After dispatching several guards and reclaiming his equipment, Ratonhnhaké:ton revealed the secret behind his animal abilities; a tea brewed from the leaves of the mystical Red Willow. Kanen'tó:kon offered to drink the tea as well in order to turn the tide in the battle against King Washington, but Ratonhnhaké:ton refused, noting the inherent danger of the drink. Instead, he drank it himself, gaining the power of Eagle Flight in the process.
After escaping the prison, Kanen'tó:kon engaged several Bluecoats while Ratonhnhaké:ton chased Franklin, who ultimately escaped when King Washington intervened with his Apple of Eden. Kanen'tó:kon and Samuel Adams soon found an unconscious Ratonhnhaké:ton, injured from the fight, who suddenly realized that he needed to rescue Franklin from the Piece of Eden's power. After successfully recruiting the inventor and breaking him free from Washington's corruptive influence, Ratonhnhaké:ton began collaborating with Franklin to infiltrate Washington's New York headquarters.
Meanwhile, Adams and Kanen'tó:kon were ambushed by the King's men at Boston Neck. General Putnam personally beat Adams to death, and severely wounded Kanen'tó:kon with a blow to the head, followed by chopping off the fingers of one of Kanen'tó:kon's hands with his own tomahawk. Upon learning of the ambush, Ratonhnhaké:ton investigated the scene of the massacre, and after discovering Adams' bloodied uniform and Kanen'tó:kon's weapon, he presumed both of his allies to be dead.
After recruiting Robert Faulkner and chartering the Aquila to New York with Franklin, Ratonhnhaké:ton fought his way through dozens of Bluecoats to protect the Aquila's crew as they made their escape into the harbor. Suddenly, Putnam appeared with a hostage Kanen'tó:kon, and threatened to shoot him if Ratonhnhaké:ton did not surrender.
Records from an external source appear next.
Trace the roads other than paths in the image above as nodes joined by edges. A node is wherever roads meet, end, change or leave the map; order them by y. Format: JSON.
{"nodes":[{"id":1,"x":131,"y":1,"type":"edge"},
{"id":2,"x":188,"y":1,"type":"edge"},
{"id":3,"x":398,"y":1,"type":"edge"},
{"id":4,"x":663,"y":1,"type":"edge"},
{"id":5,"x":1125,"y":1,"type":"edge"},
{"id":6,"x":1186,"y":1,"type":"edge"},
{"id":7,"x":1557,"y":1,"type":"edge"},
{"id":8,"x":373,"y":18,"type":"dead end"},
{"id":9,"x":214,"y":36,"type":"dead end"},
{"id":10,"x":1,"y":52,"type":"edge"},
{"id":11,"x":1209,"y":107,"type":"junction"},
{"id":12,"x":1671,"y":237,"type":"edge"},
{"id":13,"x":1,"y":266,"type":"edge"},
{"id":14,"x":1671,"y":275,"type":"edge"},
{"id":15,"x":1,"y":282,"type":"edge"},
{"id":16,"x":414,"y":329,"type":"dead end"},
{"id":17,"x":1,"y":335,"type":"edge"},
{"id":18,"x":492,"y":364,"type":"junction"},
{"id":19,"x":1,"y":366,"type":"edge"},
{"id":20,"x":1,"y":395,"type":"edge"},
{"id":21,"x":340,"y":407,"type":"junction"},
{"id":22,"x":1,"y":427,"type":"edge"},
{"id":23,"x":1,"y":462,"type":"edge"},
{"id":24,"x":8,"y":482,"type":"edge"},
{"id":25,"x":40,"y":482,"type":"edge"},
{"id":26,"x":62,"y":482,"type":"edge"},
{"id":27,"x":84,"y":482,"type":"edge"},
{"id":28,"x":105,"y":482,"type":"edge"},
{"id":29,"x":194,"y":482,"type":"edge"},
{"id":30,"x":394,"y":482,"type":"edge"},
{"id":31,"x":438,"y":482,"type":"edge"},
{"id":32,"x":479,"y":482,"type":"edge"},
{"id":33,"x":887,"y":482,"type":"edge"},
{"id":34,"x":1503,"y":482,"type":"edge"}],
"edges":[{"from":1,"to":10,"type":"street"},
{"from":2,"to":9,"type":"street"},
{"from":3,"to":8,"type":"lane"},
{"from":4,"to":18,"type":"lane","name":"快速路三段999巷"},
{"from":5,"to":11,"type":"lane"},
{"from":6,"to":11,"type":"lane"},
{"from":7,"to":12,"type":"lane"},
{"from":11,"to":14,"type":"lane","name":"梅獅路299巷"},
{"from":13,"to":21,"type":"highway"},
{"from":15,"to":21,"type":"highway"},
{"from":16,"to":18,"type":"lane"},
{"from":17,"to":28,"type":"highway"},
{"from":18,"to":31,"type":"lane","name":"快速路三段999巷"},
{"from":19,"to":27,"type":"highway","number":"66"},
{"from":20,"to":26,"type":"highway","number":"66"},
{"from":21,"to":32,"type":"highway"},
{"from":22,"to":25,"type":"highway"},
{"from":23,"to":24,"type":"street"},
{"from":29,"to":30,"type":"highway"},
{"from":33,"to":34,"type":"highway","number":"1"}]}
After dispatching the general with his animal powers, Ratonhnhaké:ton rescued Kanen'tó:kon and the pair fled to the ship and escaped to New York.
When they arrived in New York Bay, the Aquila was attacked by Washington's fleet. Once the ship had ran out of gunpowder, Ratonhnhaké:ton ordered his men to swim to the shore while he rammed the Aquila into a Man-of-War; on reaching land, Kanen'tó:kon witnessed Washington threatening Franklin. The Kanien'kehá:ka warrior tackled the king, knocking the Apple from his hands, and fended off his guards before being shot by a firing line. Wounded, Kanen'tó:kon dragged himself to the helpless king to finish him off, but the guards fired a second time, killing him. When Ratonhnhaké:ton came ashore, he found Franklin mourning Kanen'tó:kon's sacrifice. Vengeful, Ratonhnhaké:ton undertook another spirit journey, gaining the power of Bear Might.
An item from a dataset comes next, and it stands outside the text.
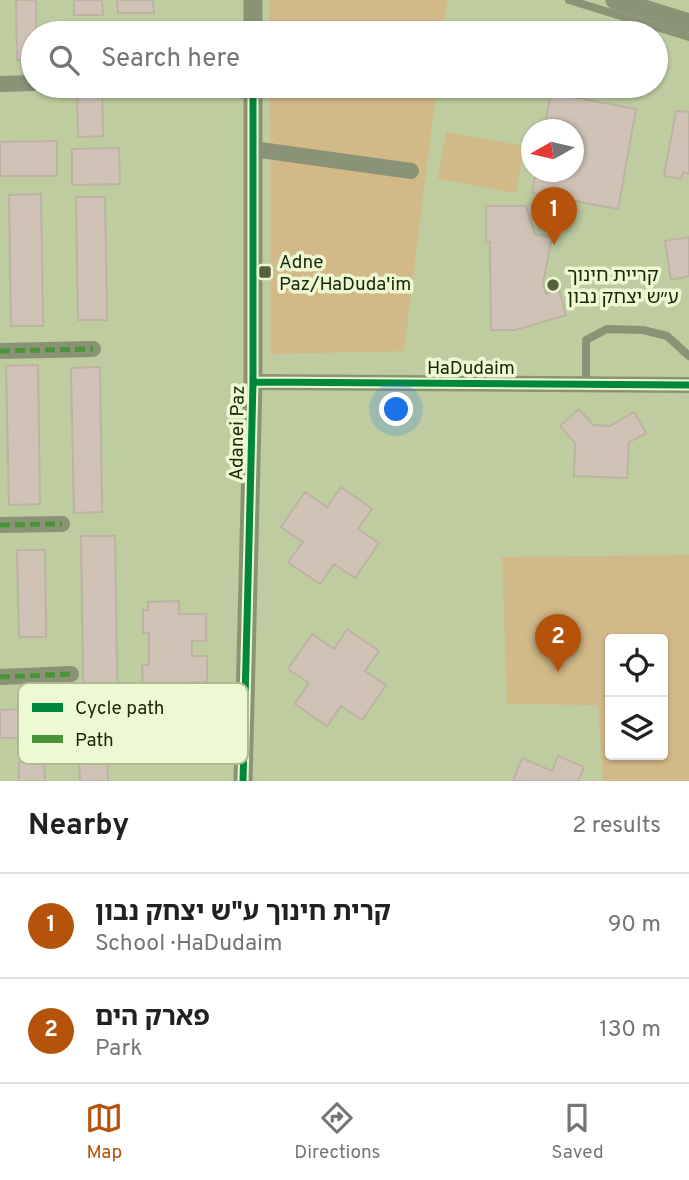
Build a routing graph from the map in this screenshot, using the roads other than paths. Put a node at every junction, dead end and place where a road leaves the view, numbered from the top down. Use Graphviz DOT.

When Ratonhnhaké:ton defeated Washington, Kanen'tó:kon's spirit appeared to him, urging him not to take the Apple for himself and to let his sacrifice be in vain.
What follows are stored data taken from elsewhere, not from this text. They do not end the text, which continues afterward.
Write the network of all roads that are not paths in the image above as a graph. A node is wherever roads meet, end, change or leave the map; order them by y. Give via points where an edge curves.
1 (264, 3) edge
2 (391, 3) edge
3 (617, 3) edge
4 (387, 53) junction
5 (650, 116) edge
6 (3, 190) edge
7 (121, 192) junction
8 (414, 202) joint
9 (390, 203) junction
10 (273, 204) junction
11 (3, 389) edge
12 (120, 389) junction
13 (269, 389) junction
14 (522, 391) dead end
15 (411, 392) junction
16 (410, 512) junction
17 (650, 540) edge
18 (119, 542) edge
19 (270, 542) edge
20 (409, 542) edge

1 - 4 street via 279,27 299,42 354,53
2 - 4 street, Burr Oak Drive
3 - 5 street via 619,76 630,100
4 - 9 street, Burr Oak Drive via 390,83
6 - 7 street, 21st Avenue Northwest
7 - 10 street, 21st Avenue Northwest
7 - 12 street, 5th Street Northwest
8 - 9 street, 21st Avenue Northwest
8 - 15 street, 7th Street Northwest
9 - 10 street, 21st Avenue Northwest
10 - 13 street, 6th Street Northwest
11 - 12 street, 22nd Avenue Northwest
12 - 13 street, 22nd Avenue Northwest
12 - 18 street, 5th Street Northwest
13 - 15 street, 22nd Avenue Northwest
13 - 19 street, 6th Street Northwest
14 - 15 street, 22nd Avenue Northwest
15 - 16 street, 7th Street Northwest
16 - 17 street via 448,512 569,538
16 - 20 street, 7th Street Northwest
Personality and characteristicsEdit
Growing up, Kanen'tó:kon and Ratonhnhaké:ton were close friends and both shared a sense of loyalty and devotion to protecting their village and their way of life. Kanen'tó:kon was noticeably chubby during his childhood years, a fact which Ratonhnhaké:ton teased him for at one point, though he was mostly trying to encourage his friend. Despite this, Kanen'tó:kon trained and worked hard to become a strong, more confident and proud warrior.
Like Ratonhnhaké:ton, Kanen'tó:kon wished to take part in the war in order to take a more active role in the protection of their village, which conflicted with Ratonhnhaké:ton's belief that the Kanien'kehá:ka should have remained neutral.
This later caused a rift to form between the close friends, eventually leading to Kanen'tó:kon's mistrust in Ratonhnhaké:ton and manipulation by Lee, which tragically led to the end of their friendship and Kanen'tó:kon's life. Kanen'tó:kon's words and death provided further proof to Ratonhnhaké:ton that his trust in Washington and the Continental cause was misplaced.